August 1, 1944: “He is to be employed at a Test and Development Establishment.” He was at Rockcliffe by September 4, 1944.
Jack was aboard Fortress 9203 as a co-pilot in December 1944 returning to Canada. The crew and passengers were on a transatlantic flight from French Morocco to Canada via the Azores. A few mailbags were spotted floating on the surface during the search.

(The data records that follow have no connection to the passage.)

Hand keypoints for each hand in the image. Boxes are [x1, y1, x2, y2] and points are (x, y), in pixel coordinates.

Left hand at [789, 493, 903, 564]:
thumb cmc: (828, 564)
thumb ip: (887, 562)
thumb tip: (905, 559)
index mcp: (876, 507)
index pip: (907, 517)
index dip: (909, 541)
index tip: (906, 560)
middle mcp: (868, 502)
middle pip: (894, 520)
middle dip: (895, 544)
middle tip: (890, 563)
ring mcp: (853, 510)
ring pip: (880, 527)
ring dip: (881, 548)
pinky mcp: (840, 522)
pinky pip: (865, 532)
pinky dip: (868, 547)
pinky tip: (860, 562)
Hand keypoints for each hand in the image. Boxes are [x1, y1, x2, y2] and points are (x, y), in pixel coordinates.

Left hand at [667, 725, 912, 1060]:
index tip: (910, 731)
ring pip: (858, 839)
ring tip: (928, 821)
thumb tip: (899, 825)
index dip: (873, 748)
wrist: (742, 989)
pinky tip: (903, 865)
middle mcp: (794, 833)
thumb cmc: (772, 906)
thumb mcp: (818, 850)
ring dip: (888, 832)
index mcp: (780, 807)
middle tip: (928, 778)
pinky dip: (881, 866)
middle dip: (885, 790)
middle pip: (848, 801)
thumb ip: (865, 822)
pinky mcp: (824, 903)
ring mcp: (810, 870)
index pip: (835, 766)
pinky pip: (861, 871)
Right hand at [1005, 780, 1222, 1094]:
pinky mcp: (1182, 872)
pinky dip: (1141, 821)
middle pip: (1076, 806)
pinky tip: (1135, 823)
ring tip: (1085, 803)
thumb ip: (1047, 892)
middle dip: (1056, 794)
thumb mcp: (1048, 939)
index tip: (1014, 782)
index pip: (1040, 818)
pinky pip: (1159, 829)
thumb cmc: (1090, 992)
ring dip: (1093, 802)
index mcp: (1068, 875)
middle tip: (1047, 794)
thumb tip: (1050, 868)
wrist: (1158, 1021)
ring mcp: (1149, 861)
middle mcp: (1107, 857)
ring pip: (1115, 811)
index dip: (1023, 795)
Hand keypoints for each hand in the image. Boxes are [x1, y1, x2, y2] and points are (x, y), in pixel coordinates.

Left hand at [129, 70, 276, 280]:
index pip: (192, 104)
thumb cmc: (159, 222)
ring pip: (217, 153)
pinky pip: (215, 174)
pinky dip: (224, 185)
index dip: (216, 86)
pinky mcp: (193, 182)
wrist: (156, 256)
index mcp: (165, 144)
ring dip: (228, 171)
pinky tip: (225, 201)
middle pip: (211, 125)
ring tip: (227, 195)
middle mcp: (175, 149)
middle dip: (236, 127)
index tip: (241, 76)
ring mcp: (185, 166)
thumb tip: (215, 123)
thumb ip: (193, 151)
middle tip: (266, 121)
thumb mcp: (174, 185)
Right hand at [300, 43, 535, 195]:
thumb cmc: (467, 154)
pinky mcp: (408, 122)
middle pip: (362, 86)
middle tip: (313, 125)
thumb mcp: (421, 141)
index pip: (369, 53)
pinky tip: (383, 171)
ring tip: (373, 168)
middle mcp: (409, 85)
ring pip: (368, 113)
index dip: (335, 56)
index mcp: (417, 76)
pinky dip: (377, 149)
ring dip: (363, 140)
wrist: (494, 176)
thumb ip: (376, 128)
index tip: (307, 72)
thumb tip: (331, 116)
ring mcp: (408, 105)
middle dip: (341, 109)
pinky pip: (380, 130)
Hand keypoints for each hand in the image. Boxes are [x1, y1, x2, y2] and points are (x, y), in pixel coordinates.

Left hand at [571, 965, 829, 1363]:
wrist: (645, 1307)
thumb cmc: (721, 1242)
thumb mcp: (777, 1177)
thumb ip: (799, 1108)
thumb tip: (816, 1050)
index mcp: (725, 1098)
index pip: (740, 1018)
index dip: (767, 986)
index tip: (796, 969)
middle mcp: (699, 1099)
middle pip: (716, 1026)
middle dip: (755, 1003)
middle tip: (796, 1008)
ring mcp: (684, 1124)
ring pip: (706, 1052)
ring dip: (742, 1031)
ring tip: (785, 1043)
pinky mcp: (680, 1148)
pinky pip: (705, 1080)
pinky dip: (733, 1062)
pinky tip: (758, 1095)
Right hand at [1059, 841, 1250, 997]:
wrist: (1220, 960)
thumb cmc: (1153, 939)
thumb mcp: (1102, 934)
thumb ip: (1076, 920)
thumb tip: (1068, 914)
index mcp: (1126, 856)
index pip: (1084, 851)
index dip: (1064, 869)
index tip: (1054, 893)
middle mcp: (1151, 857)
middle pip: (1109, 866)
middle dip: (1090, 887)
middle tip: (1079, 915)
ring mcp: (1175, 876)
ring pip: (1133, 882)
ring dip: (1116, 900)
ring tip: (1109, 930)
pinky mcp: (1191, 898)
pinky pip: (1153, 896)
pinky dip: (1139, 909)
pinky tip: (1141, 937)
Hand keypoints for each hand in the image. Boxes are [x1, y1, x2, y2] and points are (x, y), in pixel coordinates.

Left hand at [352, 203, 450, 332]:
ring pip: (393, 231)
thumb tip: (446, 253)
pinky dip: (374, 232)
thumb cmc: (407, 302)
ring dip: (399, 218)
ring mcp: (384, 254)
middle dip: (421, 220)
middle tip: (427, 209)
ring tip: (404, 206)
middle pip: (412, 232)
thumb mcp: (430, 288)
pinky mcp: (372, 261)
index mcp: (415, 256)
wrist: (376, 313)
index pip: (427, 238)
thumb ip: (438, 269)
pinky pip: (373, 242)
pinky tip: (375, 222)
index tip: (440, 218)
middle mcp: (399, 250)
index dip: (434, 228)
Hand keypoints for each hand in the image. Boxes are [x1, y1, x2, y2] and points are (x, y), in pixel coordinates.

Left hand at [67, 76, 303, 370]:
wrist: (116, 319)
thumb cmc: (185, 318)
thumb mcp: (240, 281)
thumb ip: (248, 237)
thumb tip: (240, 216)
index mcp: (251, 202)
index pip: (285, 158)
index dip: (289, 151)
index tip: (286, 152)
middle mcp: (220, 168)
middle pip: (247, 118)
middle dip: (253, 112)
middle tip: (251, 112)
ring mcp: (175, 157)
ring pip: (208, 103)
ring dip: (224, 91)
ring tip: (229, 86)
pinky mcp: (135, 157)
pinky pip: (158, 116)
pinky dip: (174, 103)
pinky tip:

CREW: • F/L Horace Brougham ‘Pat’ Hillcoat, Pilot, Ottawa, Ontario • F/L Frederick Blair La Brish, Navigator, Regina, Saskatchewan • F/L Alfred John De Laune Ruttledge, Co-pilot, Simcoe, Ontario • F/O Cecil Alexander Dickson, WO, Edmonton, Alberta • Cpl. Robert Emerson Bruce, crewman, Victoria, BC PASSENGERS: • F/L William Stewart Pullar, passenger-Pilot, Delia, Alberta • F/L Douglas Haig Sharpe, passenger-Navigator, Montreal, Quebec, • F/L William Laurel Wilson, administrative officer, Chatham, Ontario
(See Dave O’Malley’s article. for additional information and photos.)
July 9, 1945: “The situation is that the RAF look upon this as an operational flight, concerning which they usually take no action beyond a circumstantial report. No. 9 Group can produce witnesses’ statement showing that the personnel concerned were actually in the aircraft when it left Rabat, that no other call was made enroute and that nothing further is known of the aircraft since its disappearance.”
Marguerite received a letter in late October 1955 informing her that since Jack had no known grave, his name would appear on the Ottawa Memorial.